### PROBLEM REQUIREMENTS
An image-free reproduction of the data below is needed: print it exactly.

### AVAILABLE DATA
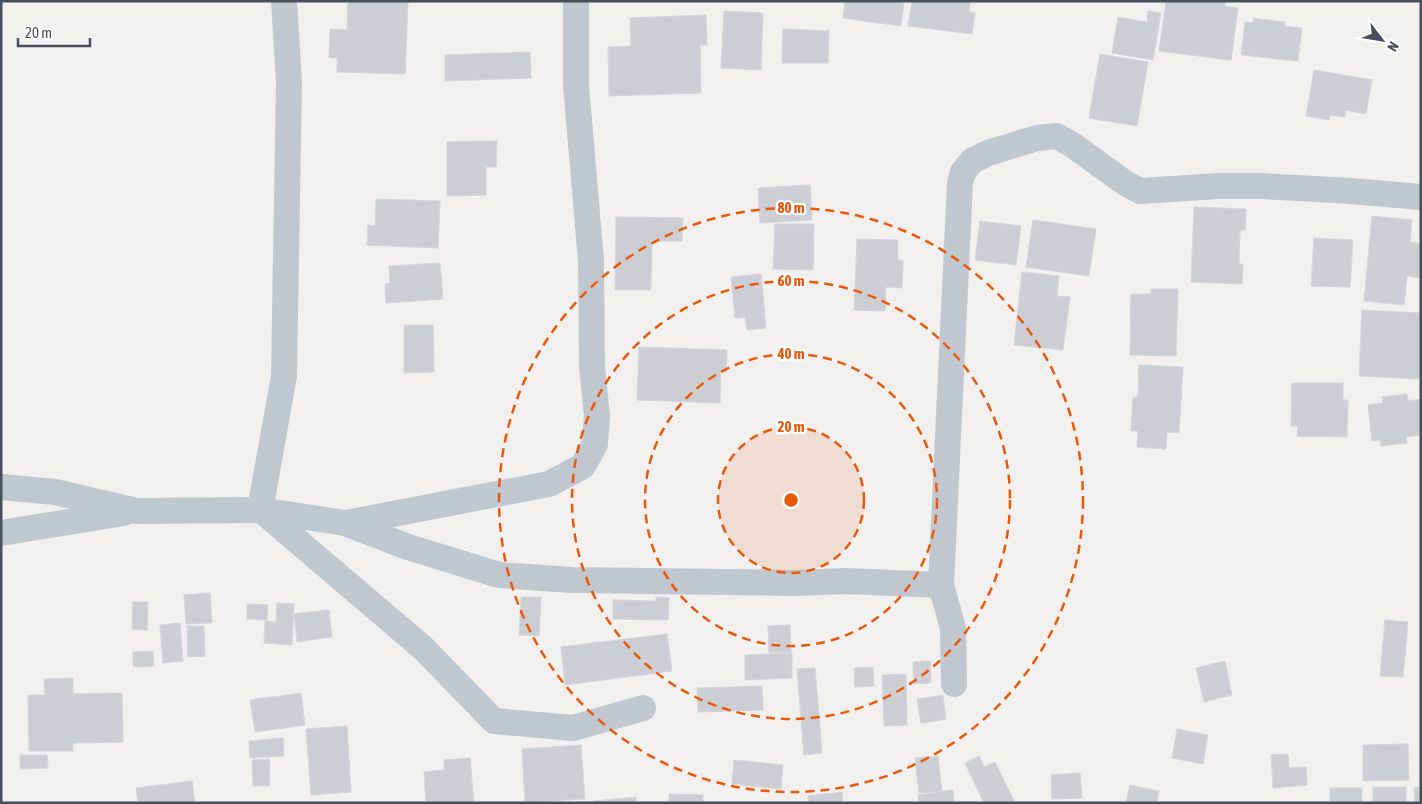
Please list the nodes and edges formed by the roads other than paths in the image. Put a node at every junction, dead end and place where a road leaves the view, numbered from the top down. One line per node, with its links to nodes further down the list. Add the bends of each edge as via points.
1 (284, 1): 5 (street, via 289,82 284,376)
2 (576, 1): 7 (street, via 576,85 591,261 592,366 597,416 595,444 583,466 549,484)
3 (1421, 197): 9 (street, via 1254,186 1140,190 1058,136 1037,138 972,161 963,172 960,183)
4 (1, 487): 6 (street, via 55,492)
5 (260, 510): 6 (street); 7 (street); 11 (street, via 423,648 494,721 573,728)
6 (137, 511): 8 (street)
7 (345, 523): 9 (street, via 498,575 582,580 846,581)
8 (1, 533)
9 (941, 585): 10 (street, via 953,628)
10 (954, 684)
11 (642, 708)

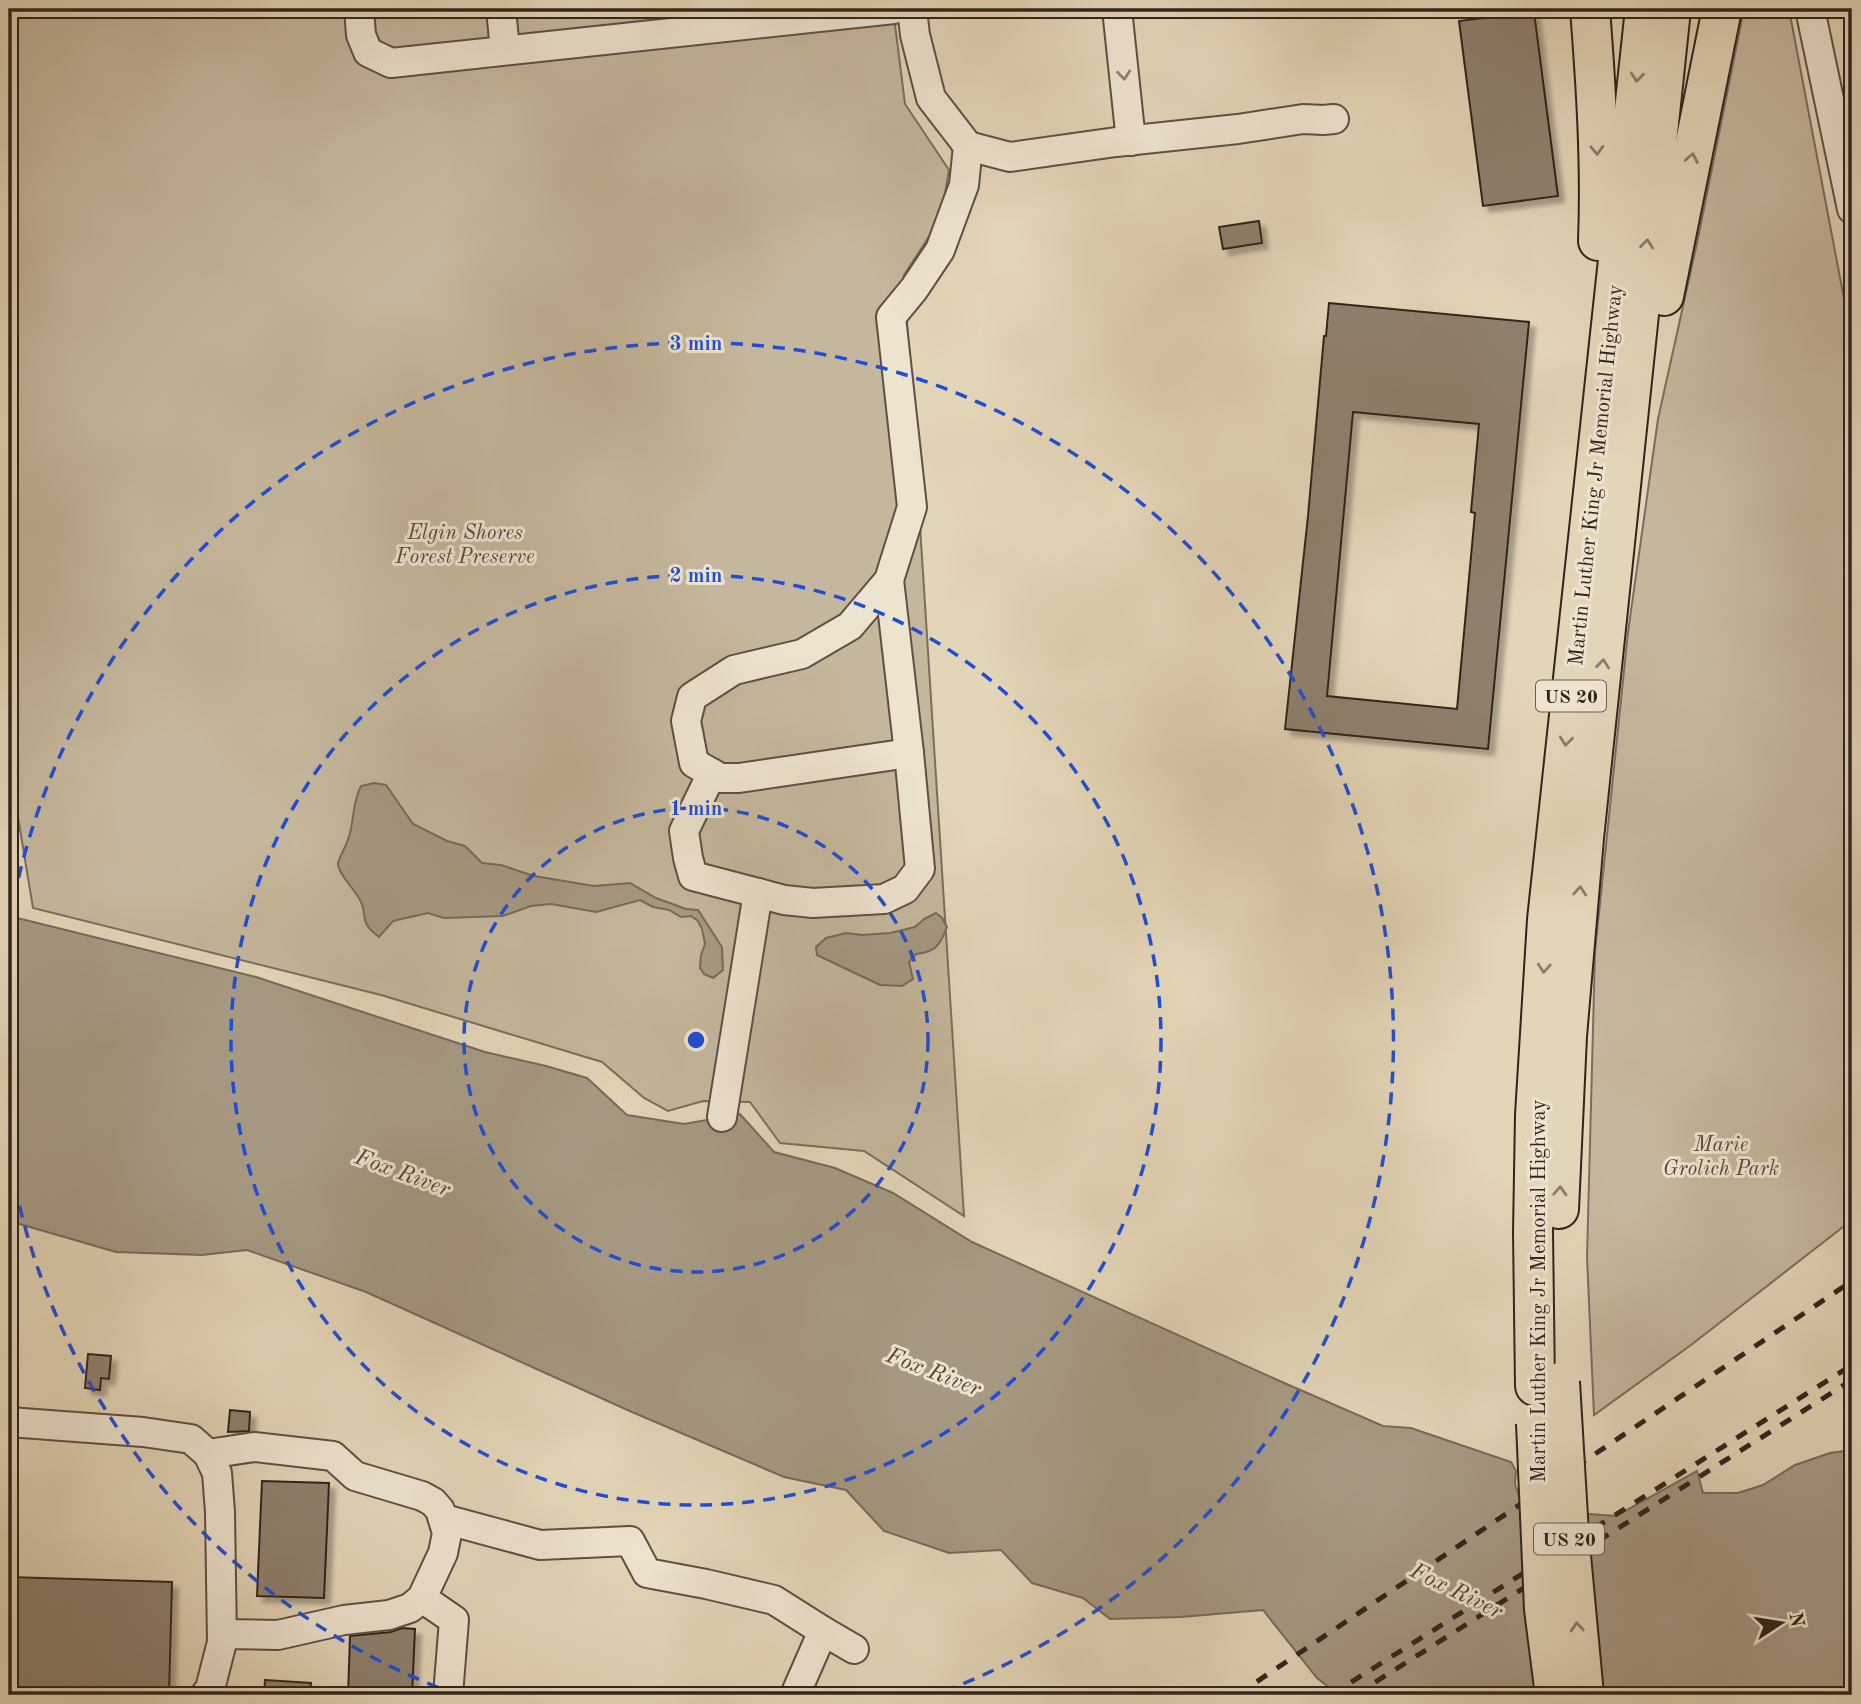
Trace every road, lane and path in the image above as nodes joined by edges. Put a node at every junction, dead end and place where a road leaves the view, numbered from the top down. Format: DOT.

### OUTPUT OF THE TASK
Please list the nodes and edges formed by the roads other than paths in the image. Put a node at every junction, dead end and place where a road leaves the view, numbered from the top down. One line per node, with its links to nodes further down the list. Add the bends of each edge as via points.
1 (284, 1): 5 (street, via 289,82 284,376)
2 (576, 1): 7 (street, via 576,85 591,261 592,366 597,416 595,444 583,466 549,484)
3 (1421, 197): 9 (street, via 1254,186 1140,190 1058,136 1037,138 972,161 963,172 960,183)
4 (1, 487): 6 (street, via 55,492)
5 (260, 510): 6 (street); 7 (street); 11 (street, via 423,648 494,721 573,728)
6 (137, 511): 8 (street)
7 (345, 523): 9 (street, via 498,575 582,580 846,581)
8 (1, 533)
9 (941, 585): 10 (street, via 953,628)
10 (954, 684)
11 (642, 708)

Trace every road, lane and path in the image above as nodes joined by edges. Put a node at every junction, dead end and place where a road leaves the view, numbered from the top down. Format: DOT.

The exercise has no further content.